Justinian the Great’s advisers, including John of Cappadocia, warned against launching an expedition to North Africa, fearing a repeat of Emperor Leo’s failed expedition 65 years earlier and the huge drain it represented on the imperial treasury. The invasion fleet would be sailing over 1,000 miles into Vandal waters, with no reinforcements available, when they landed in North Africa. The invasion fleet might have its supply-lines cut between Belisarius and the empire. John of Cappadocia said to Justinian, ‘Even if you are victorious, you will never hold Africa while Italy and Sicily are in the hands of others, while if you are defeated your breach of a treaty will put the whole empire in jeopardy. Success, in short, will bring you no lasting gain, while failure will risk the ruin of your flourishing and well-established state.’ However, an eastern bishop had informed him of a dream in which the Almighty had promised his assistance in a holy war against the Arian Vandals. Justinian responded, that God was on their side.

Departures: On about Midsummer Day 533, Justinian the Great stood at the window of his palace to watch the departure of the expedition under Belisarius. They travelled in a fleet of 500 transports with support by 92 dromons (the smallest type of eastern warship, designed for lightness and speed). The fleet carried 10,000 infantry which was collected from the eastern frontier, together with 5,000 trained cavalry, including 600 [White]-Huns and 400 Heruls ([a] Germanic tribe), all mounted horse archers. On the flagship was, along with his military secretary Procopius, his wife Antonina.

Belisarius hanged two drunken Huns on the hill above Abydos for murdering one of their comrades. Disaster struck when 500 men were poisoned from the sacks of biscuit[s] provided by John of Cappadocia, which were found to be mouldy. Finally, they arrived at Sicily, once ruled by the Vandals but bought from Gaiseric by King Odoacer of Italy some 60 years [earlier] in return for an annual subsidy (it was a total mistake for the Vandals to give this island to Odoacer). Sicily was now controlled by the Ostrogoths, who had conquered Italy from Odoacer under their King Theodoric. The Ostrogoths were friendly with Belisarius and his army, providing a useful vantage-point from which Belisarius could prepare his fleet for the final attack. Procopius was sent south to Syracuse, where he accidentally ran into an old boyhood friend, a slave who had returned only three days earlier from Carthage.

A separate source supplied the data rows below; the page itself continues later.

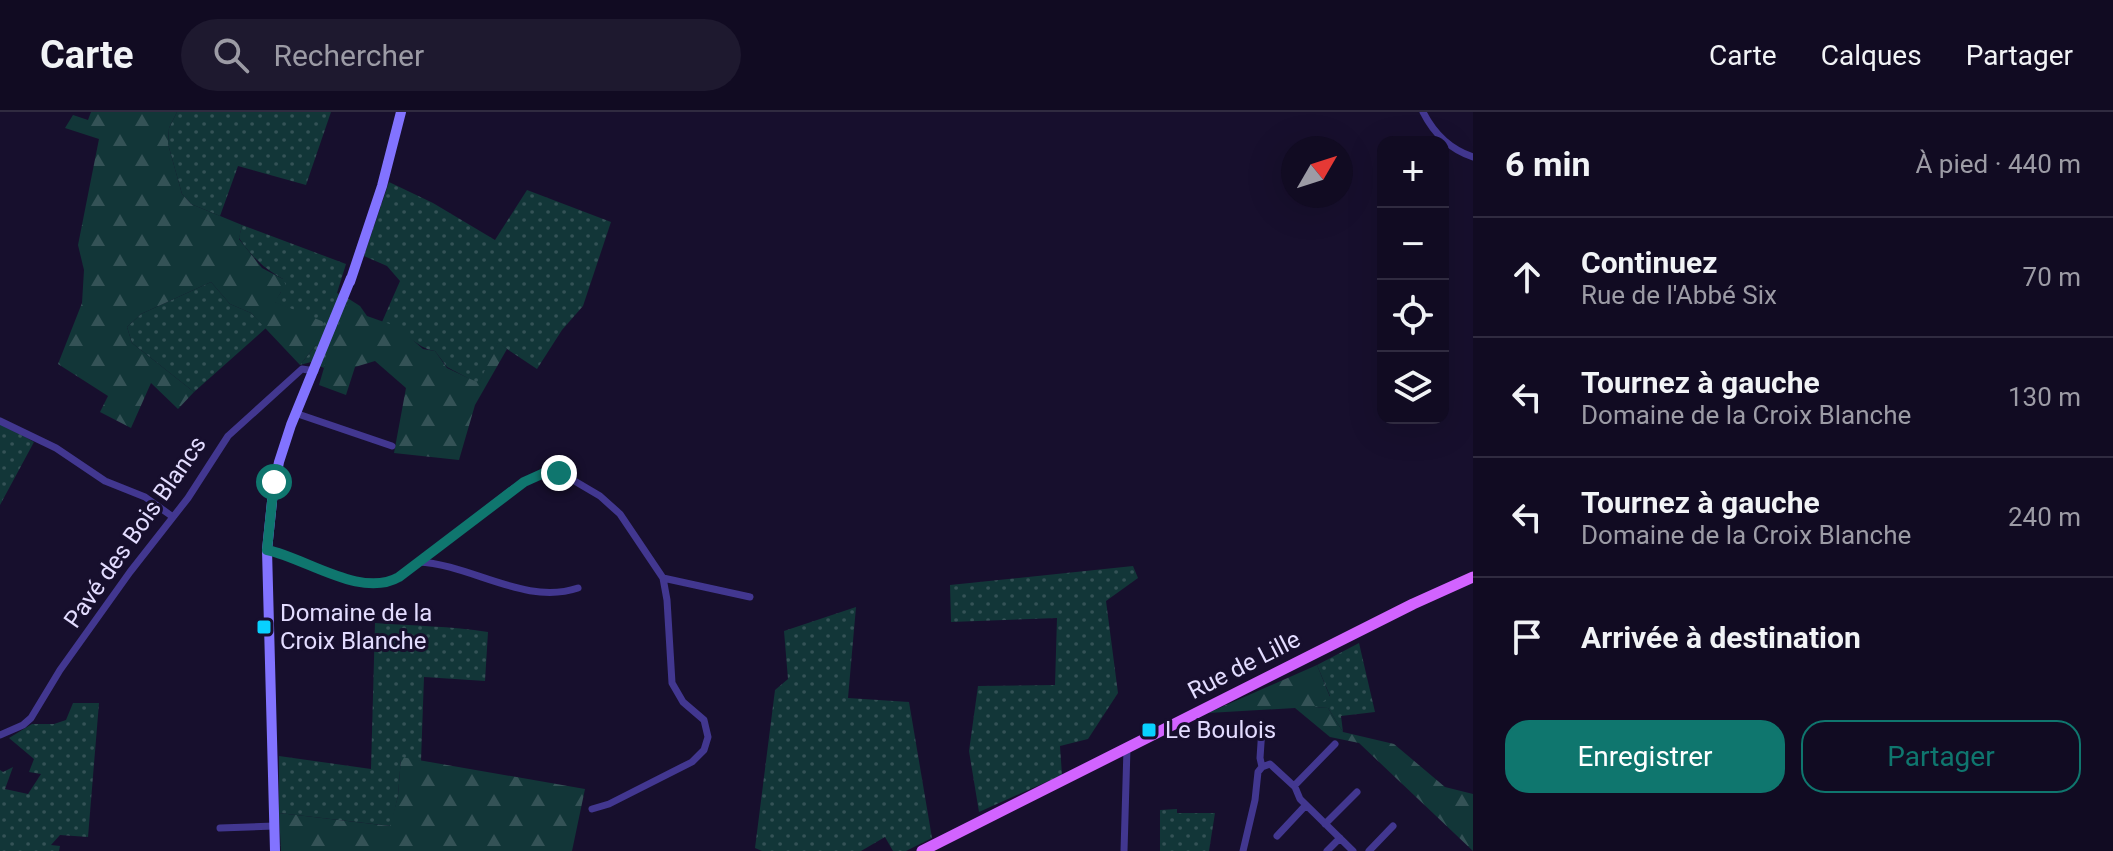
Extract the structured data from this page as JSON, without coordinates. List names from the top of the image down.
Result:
{
  "streets": {
    "main road": ["Rue de Lille"],
    "street": ["Pavé des Bois Blancs"]
  },
  "places": {
    "transit": ["Domaine de la Croix Blanche", "Le Boulois"]
  },
  "north": "top right",
  "page": {
    "header": "Carte",
    "search": "Rechercher",
    "nav": ["Carte", "Calques", "Partager"],
    "heading": ["6 min", "À pied · 440 m"],
    "map_buttons": ["+", "−"],
    "list": [
      ["Continuez", "Rue de l'Abbé Six", "70 m"],
      ["Tournez à gauche", "Domaine de la Croix Blanche", "130 m"],
      ["Tournez à gauche", "Domaine de la Croix Blanche", "240 m"],
      "Arrivée à destination"
    ],
    "buttons": ["Enregistrer", "Partager"]
  }
}
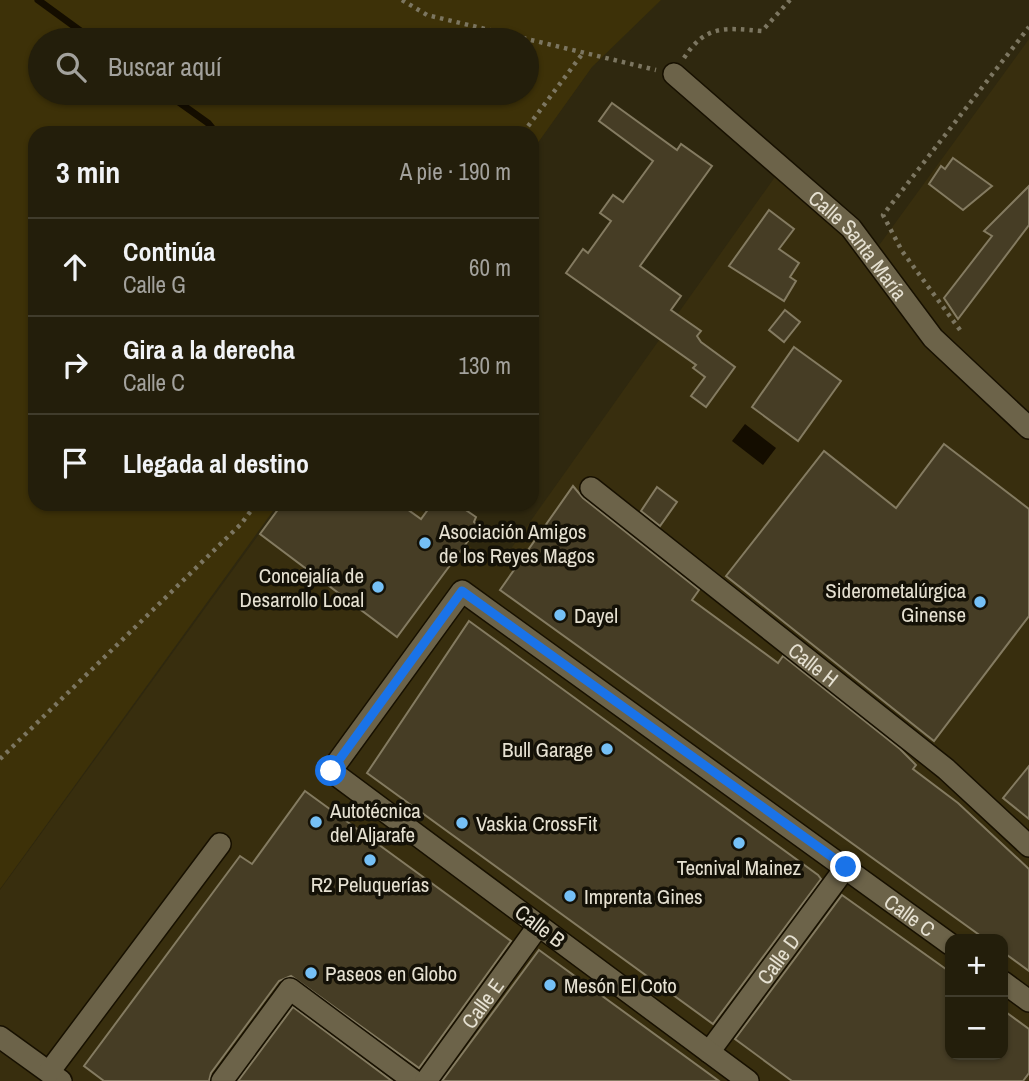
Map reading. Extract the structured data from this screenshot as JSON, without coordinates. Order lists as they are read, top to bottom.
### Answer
{
  "streets": {
    "street": [
      "Calle Santa María",
      "Calle H",
      "Calle C",
      "Calle B",
      "Calle D",
      "Calle E"
    ]
  },
  "crossings": [
    ["Calle C", "Calle B"],
    ["Calle C", "Calle D"],
    ["Calle B", "Calle D"],
    ["Calle B", "Calle E"]
  ],
  "places": [
    "Asociación Amigos de los Reyes Magos",
    "Concejalía de Desarrollo Local",
    "Siderometalúrgica Ginense",
    "Dayel",
    "Bull Garage",
    "Autotécnica del Aljarafe",
    "Vaskia CrossFit",
    "Tecnival Mainez",
    "R2 Peluquerías",
    "Imprenta Gines",
    "Paseos en Globo",
    "Mesón El Coto"
  ],
  "page": {
    "search": "Buscar aquí",
    "heading": ["3 min", "A pie · 190 m"],
    "list": [
      ["Continúa", "Calle G", "60 m"],
      ["Gira a la derecha", "Calle C", "130 m"],
      "Llegada al destino"
    ],
    "map_buttons": ["+", "−"]
  }
}
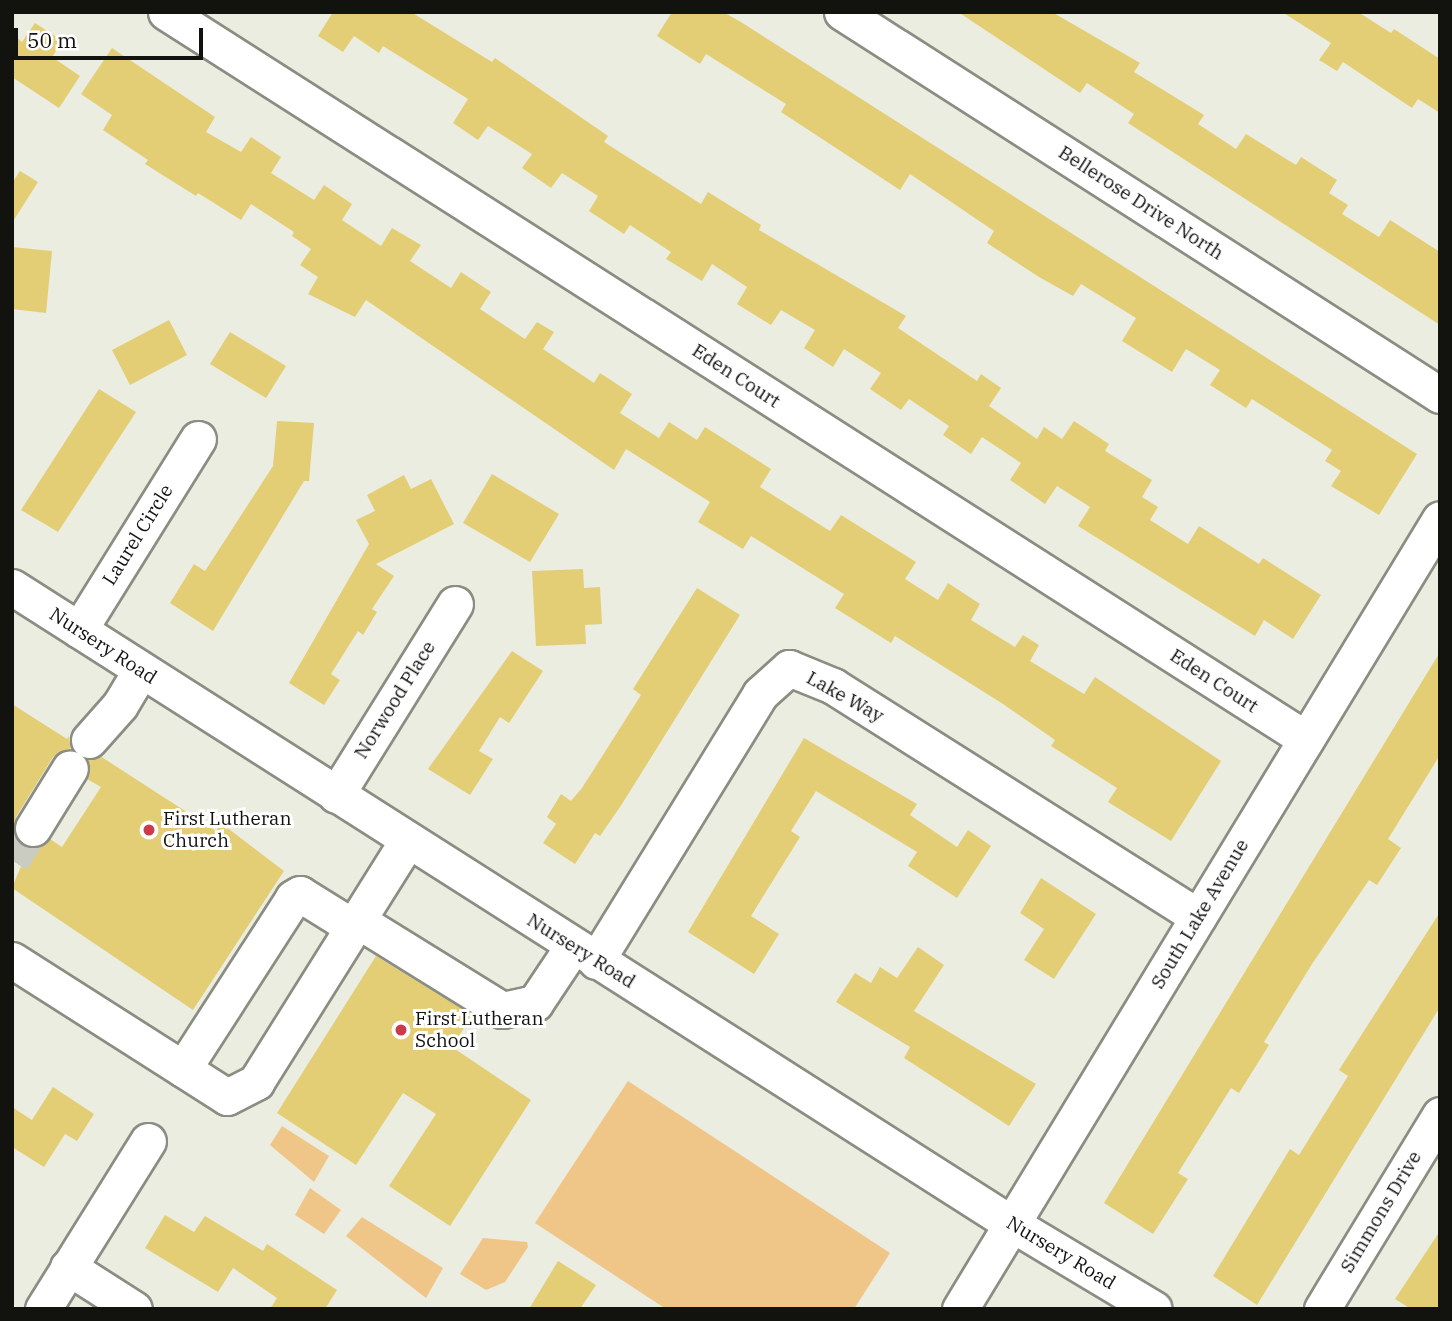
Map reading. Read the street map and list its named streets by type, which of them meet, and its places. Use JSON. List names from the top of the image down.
{
  "streets": {
    "street": [
      "Bellerose Drive North",
      "Eden Court",
      "Laurel Circle",
      "Nursery Road",
      "Lake Way",
      "Norwood Place",
      "South Lake Avenue",
      "Simmons Drive"
    ]
  },
  "crossings": [
    ["Eden Court", "South Lake Avenue"],
    ["Laurel Circle", "Nursery Road"],
    ["Nursery Road", "Lake Way"],
    ["Nursery Road", "Norwood Place"],
    ["Nursery Road", "South Lake Avenue"],
    ["Lake Way", "South Lake Avenue"]
  ],
  "places": ["First Lutheran Church", "First Lutheran School"],
  "scale_bar": "50 m"
}
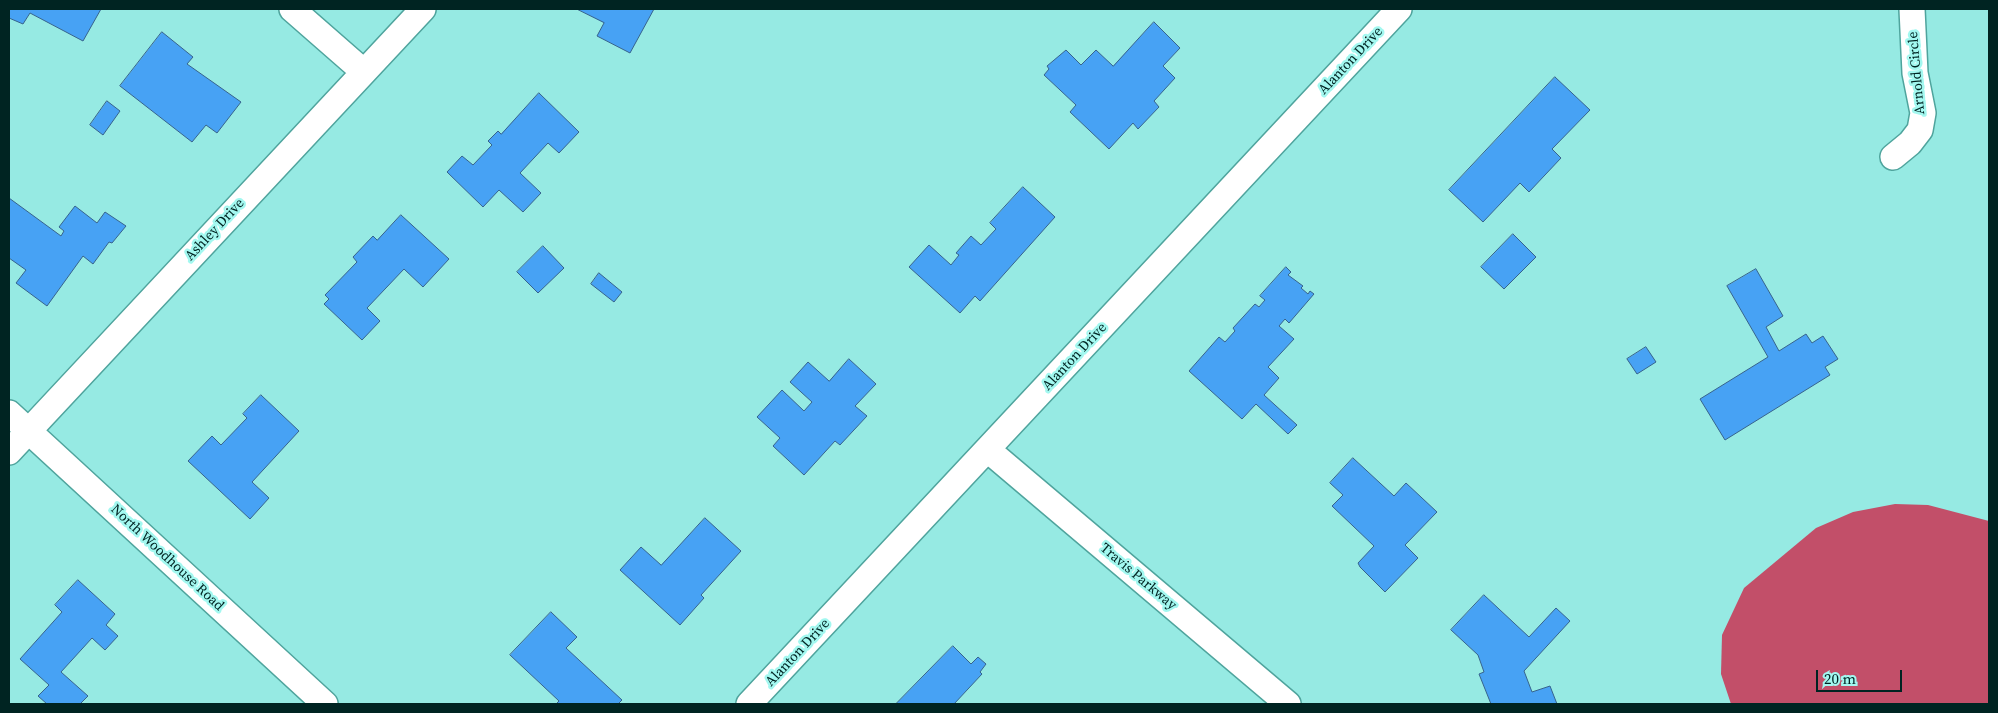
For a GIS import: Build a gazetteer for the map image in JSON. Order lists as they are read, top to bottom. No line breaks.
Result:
{"streets":{"street":["Alanton Drive","Arnold Circle","Ashley Drive","North Woodhouse Road","Travis Parkway"]},"crossings":[["Alanton Drive","Travis Parkway"],["Ashley Drive","North Woodhouse Road"]],"scale_bar":"20 m"}
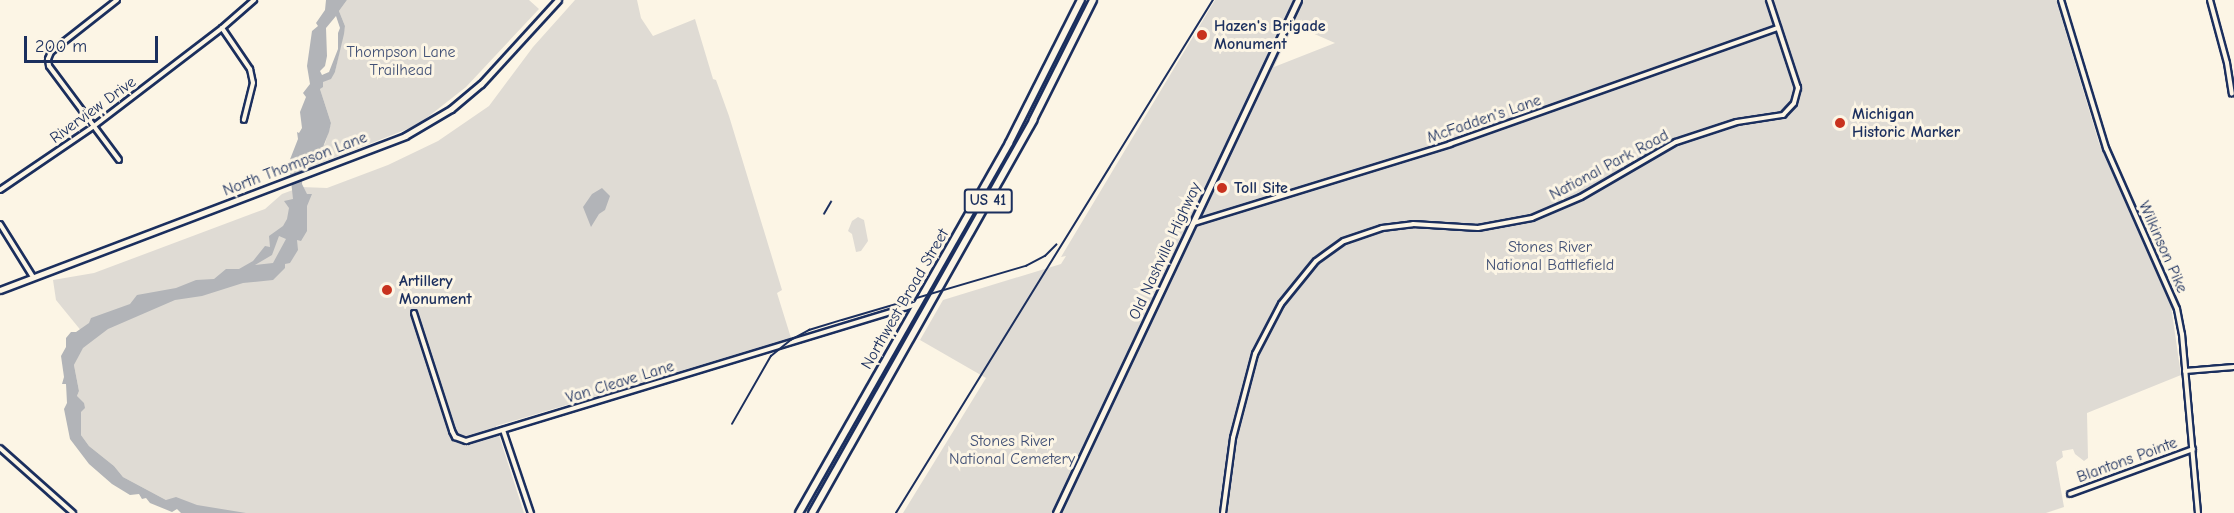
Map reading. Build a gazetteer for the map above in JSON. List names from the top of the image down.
{
  "streets": {
    "main road": [
      "North Thompson Lane",
      "US 41",
      "Old Nashville Highway",
      "Northwest Broad Street"
    ],
    "street": [
      "Riverview Drive",
      "McFadden's Lane",
      "National Park Road",
      "Wilkinson Pike",
      "Van Cleave Lane",
      "Blantons Pointe"
    ]
  },
  "crossings": [
    ["McFadden's Lane", "National Park Road"],
    ["McFadden's Lane", "Old Nashville Highway"],
    ["Wilkinson Pike", "Blantons Pointe"],
    ["Northwest Broad Street", "Van Cleave Lane"]
  ],
  "parks": ["Thompson Lane Trailhead", "Stones River National Battlefield", "Stones River National Cemetery"],
  "places": [
    "Hazen's Brigade Monument",
    "Michigan Historic Marker",
    "Toll Site",
    "Artillery Monument"
  ],
  "scale_bar": "200 m"
}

Gave Orders to Sail: Procopius took his old friend to see Belisarius to report some unbelievable news. The slave [told that] King Gelimer had indeed recently sent his major expedition of over 120 ships, carrying 5,000 Vandals under his brother Tzazo, to put down a rising in Sardinia, a Vandal province. Gelimer still [had] not yet heard anything of the approaching imperial fleet. Belisarius decided to sail at once via Malta. When they reached the coast of North Africa, somewhere in south of Carthage, he held a council of war with his generals, [whether] one should land the army along the coast or if one should sail directly into the port of Carthage. It was decided to disambark [sic] the army on dry land rather than to sail into [the] Carthage port, as they didn’t know the Vandal fleet’s location. They landed at Caput Vada, modern Ras Kaboudia in Tunisia and found support there by people who were opposed to rule by the Vandals. The cavalry and the infantry set off to the north towards Carthage, over 140 miles, with the fleet keeping pace with them offshore. During their march, Vandal towns fell to them without a fight, as many old fortifications were razed during the reign of King Gaiseric. The reasons for this razing of fortifications had been to deny the Romans a strong base from which to begin a rebellion and to prevent the emperor from capturing a city and establishing a stronghold from which to trouble the Vandals. Procopius wrote that, would it have been a five day journey for an unencumbered traveller, with their baggage and equipment; it took the army twice that time to march toward Carthage before meeting the Vandal army at the tenth Milestone from the capital on 14th September, AD 533.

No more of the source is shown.